** The data follows **

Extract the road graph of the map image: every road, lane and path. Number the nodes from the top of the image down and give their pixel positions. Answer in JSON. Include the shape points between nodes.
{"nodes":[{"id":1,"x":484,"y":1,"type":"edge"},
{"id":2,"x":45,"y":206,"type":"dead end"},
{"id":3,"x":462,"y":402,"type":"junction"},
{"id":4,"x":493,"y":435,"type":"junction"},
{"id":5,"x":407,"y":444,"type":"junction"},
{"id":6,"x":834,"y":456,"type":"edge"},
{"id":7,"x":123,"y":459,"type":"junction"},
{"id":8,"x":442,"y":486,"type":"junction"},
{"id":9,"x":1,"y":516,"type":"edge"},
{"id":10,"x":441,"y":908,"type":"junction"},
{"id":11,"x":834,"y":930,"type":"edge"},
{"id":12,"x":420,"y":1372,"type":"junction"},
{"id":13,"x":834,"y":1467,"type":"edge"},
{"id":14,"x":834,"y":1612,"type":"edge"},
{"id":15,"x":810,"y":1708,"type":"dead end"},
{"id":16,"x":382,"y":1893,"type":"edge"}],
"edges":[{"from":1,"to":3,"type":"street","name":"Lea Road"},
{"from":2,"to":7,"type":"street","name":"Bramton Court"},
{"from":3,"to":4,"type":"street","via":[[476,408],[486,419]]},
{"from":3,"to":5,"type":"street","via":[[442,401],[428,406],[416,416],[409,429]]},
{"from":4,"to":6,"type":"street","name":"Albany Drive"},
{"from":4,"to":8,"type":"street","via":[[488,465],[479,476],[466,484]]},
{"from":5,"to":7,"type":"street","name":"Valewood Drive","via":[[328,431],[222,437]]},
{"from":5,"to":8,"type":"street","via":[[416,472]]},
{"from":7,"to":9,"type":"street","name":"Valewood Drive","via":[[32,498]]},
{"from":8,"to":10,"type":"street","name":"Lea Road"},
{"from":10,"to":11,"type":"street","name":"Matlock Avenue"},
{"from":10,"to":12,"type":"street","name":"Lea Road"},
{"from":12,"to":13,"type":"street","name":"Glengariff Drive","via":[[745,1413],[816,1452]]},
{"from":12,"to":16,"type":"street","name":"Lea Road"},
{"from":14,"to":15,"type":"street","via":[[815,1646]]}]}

** End of The data **

**Aim of the task:** Out of the preceding entries, pull every line containing the string "junction".

**Expected output:**
{"id":3,"x":462,"y":402,"type":"junction"},
{"id":4,"x":493,"y":435,"type":"junction"},
{"id":5,"x":407,"y":444,"type":"junction"},
{"id":7,"x":123,"y":459,"type":"junction"},
{"id":8,"x":442,"y":486,"type":"junction"},
{"id":10,"x":441,"y":908,"type":"junction"},
{"id":12,"x":420,"y":1372,"type":"junction"},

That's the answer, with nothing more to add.